### Data supplied

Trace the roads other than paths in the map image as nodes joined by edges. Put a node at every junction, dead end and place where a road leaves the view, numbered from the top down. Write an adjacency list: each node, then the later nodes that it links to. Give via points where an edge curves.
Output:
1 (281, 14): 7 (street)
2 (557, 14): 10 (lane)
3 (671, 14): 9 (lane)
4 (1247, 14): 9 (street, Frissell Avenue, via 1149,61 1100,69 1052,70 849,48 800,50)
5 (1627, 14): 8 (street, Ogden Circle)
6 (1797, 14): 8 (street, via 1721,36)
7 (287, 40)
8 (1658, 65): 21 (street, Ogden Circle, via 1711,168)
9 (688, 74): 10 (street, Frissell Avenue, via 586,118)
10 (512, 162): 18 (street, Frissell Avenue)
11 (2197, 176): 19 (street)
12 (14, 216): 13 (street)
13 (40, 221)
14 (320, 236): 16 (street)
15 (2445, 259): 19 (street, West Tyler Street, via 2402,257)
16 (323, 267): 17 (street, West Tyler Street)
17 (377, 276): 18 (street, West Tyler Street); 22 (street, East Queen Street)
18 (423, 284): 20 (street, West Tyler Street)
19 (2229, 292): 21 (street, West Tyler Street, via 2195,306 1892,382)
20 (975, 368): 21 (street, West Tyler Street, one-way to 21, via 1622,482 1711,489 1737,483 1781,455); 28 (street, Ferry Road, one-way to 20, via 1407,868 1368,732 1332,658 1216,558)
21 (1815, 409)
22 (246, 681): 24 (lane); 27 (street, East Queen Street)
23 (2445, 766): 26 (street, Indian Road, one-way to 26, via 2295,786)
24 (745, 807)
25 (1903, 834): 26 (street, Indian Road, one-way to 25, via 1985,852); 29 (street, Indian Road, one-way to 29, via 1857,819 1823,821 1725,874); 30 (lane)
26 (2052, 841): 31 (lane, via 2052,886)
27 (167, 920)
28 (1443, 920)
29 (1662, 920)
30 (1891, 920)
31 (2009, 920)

######

Requirement.
Transcribe the whole listing with nothing added or left out.

Expected output.
Trace the roads other than paths in the map image as nodes joined by edges. Put a node at every junction, dead end and place where a road leaves the view, numbered from the top down. Write an adjacency list: each node, then the later nodes that it links to. Give via points where an edge curves.
Output:
1 (281, 14): 7 (street)
2 (557, 14): 10 (lane)
3 (671, 14): 9 (lane)
4 (1247, 14): 9 (street, Frissell Avenue, via 1149,61 1100,69 1052,70 849,48 800,50)
5 (1627, 14): 8 (street, Ogden Circle)
6 (1797, 14): 8 (street, via 1721,36)
7 (287, 40)
8 (1658, 65): 21 (street, Ogden Circle, via 1711,168)
9 (688, 74): 10 (street, Frissell Avenue, via 586,118)
10 (512, 162): 18 (street, Frissell Avenue)
11 (2197, 176): 19 (street)
12 (14, 216): 13 (street)
13 (40, 221)
14 (320, 236): 16 (street)
15 (2445, 259): 19 (street, West Tyler Street, via 2402,257)
16 (323, 267): 17 (street, West Tyler Street)
17 (377, 276): 18 (street, West Tyler Street); 22 (street, East Queen Street)
18 (423, 284): 20 (street, West Tyler Street)
19 (2229, 292): 21 (street, West Tyler Street, via 2195,306 1892,382)
20 (975, 368): 21 (street, West Tyler Street, one-way to 21, via 1622,482 1711,489 1737,483 1781,455); 28 (street, Ferry Road, one-way to 20, via 1407,868 1368,732 1332,658 1216,558)
21 (1815, 409)
22 (246, 681): 24 (lane); 27 (street, East Queen Street)
23 (2445, 766): 26 (street, Indian Road, one-way to 26, via 2295,786)
24 (745, 807)
25 (1903, 834): 26 (street, Indian Road, one-way to 25, via 1985,852); 29 (street, Indian Road, one-way to 29, via 1857,819 1823,821 1725,874); 30 (lane)
26 (2052, 841): 31 (lane, via 2052,886)
27 (167, 920)
28 (1443, 920)
29 (1662, 920)
30 (1891, 920)
31 (2009, 920)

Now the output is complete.